Eva Potiguara

Eva Potiguara pertence ao Povo Potiguara Sagi Jacu, em Baía Formosa/RN. Graduada em Artes visuais, Mestrado e Doutorado em Educação pela UFRN. É escritora, contadora de histórias, articuladora nacional do Mulherio das Letras Indígenas, Ganhadora do Prêmio Jabuti 2023 na categoria Fomento à Leitura e do Prêmio Literatura de Mulheres Carolina Maria de Jesus 2023 do MINC, na categoria Romance.

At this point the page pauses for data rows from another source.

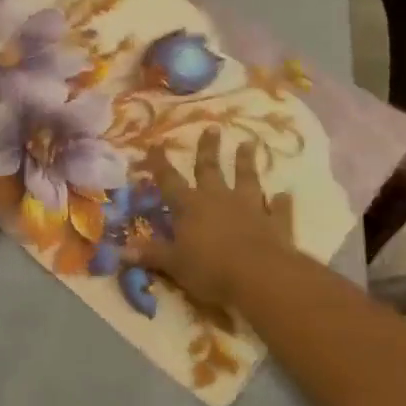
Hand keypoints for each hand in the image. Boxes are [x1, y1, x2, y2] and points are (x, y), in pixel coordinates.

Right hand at [132, 127, 302, 308]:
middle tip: (213, 128)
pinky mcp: (275, 223)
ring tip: (250, 143)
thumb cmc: (210, 269)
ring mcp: (249, 208)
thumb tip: (120, 250)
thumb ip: (150, 254)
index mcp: (189, 206)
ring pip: (246, 179)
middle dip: (208, 149)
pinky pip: (278, 209)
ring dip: (246, 162)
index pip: (169, 181)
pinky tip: (285, 193)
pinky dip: (281, 202)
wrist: (261, 277)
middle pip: (210, 169)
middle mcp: (217, 199)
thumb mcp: (174, 264)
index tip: (155, 144)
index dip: (160, 164)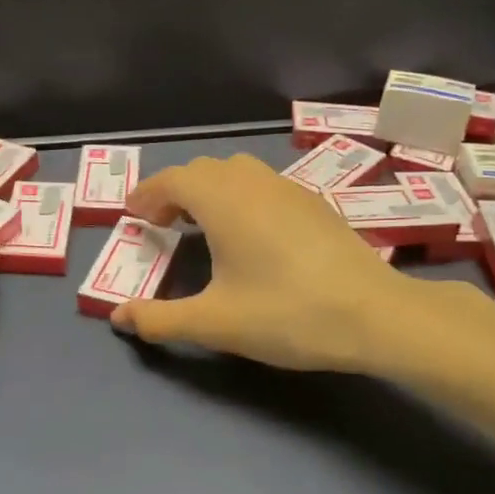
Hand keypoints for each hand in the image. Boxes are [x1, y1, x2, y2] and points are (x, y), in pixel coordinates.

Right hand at [111, 154, 486, 372]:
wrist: (375, 315)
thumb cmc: (287, 314)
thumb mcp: (215, 323)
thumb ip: (160, 319)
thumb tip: (118, 316)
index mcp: (223, 202)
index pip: (174, 180)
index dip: (148, 193)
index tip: (133, 215)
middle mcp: (254, 183)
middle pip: (204, 170)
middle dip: (176, 190)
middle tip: (162, 223)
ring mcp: (290, 189)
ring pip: (237, 172)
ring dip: (211, 189)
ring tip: (203, 223)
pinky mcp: (315, 203)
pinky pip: (264, 184)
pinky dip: (241, 196)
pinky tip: (251, 233)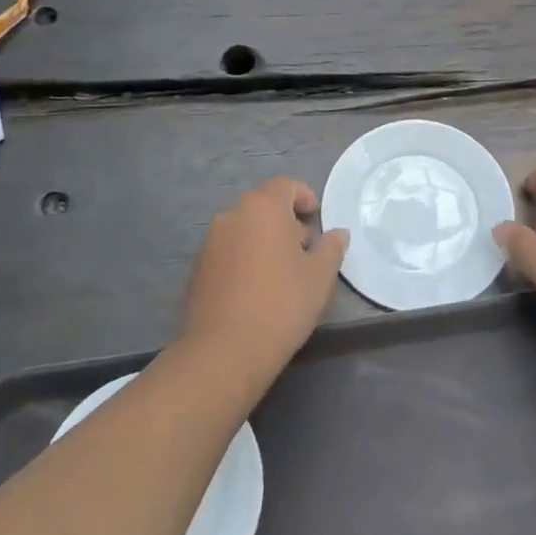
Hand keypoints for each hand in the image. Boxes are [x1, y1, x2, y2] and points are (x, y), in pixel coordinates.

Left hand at [183, 177, 347, 376]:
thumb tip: (338, 233)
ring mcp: (210, 241)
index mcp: (263, 208)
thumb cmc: (282, 304)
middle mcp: (232, 215)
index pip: (286, 185)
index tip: (316, 220)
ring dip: (263, 239)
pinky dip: (244, 258)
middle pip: (263, 205)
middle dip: (285, 220)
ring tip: (281, 272)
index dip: (305, 197)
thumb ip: (332, 247)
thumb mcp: (320, 276)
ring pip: (244, 228)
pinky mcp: (197, 268)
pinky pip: (228, 251)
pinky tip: (255, 289)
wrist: (225, 349)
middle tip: (304, 249)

“Minha Aposentadoria Não é um Fim: é um canto de recomeço da Arte que Sou”

17/07/2025 12h15

 

 

Dizem que a aposentadoria é o “fim da linha”, porém,  discordo. Pra mim, na condição de professora de instituição pública por mais de três décadas, é o momento em que a estrada se abre em mil direções e o coração, antes dividido entre turmas, planejamentos e reuniões, agora bate mais livre — para criar, sonhar e servir de outras formas.

 

Quando decidi ser professora? Acho que foi na escola primária. Ainda lembro o primeiro dia de aula, quando criança, aos seis anos, cheguei à escola pública usando um tênis azul pintado com caneta BIC — porque as condições financeiras da família era pouca, mas o meu sonho era imenso. Este episódio me fez pensar no direito de estudar e aprender, perante a desigualdade social. Não posso deixar de citar as brincadeiras de “escolinhas”, imitando as professoras. Estes jogos de faz-de-contas marcaram bastante a minha formação social e me ajudaram a pensar que de alguma forma eu poderia contribuir para tornar a sala de aula mais agradável e criativa para estudar. 

 

Me lembro bem do dia em que aos dezenove anos, fui nomeada para assumir  a primeira escola de ensino fundamental, na periferia da Zona Norte de Natal/RN. Ali, no meio do cheiro da sopa da merenda escolar, da tinta guache e do barulho das turmas, entendi desde cedo, que ser professora não era apenas um trabalho, mas um chamado que implicava estar disponível para ser um eterno aprendiz. .

 

Com o tempo, colecionei mordidas de crianças, tintas na roupa, sorrisos gratuitos e abraços inesperados — cada um se tornou um aprendizado mais pertinente que qualquer certificado acadêmico.

 

Vieram também os títulos: graduação em Artes, mestrado, doutorado em Educação, prêmios nacionais e internacionais, convites para congressos e palestras. Publicações? Muitas: livros de arte, poesia, literatura indígena, artigos científicos, roteiros. Mas sabe qual foi meu maior título? Ser uma artista insubmissa e uma aprendiz crítica reflexiva permanente.

 

Foram mais de trinta anos ensinando e aprendendo. Da educação infantil ao ensino superior, das escolas simples da periferia de Natal, às bancas acadêmicas da UFRN, UERN e IFESP.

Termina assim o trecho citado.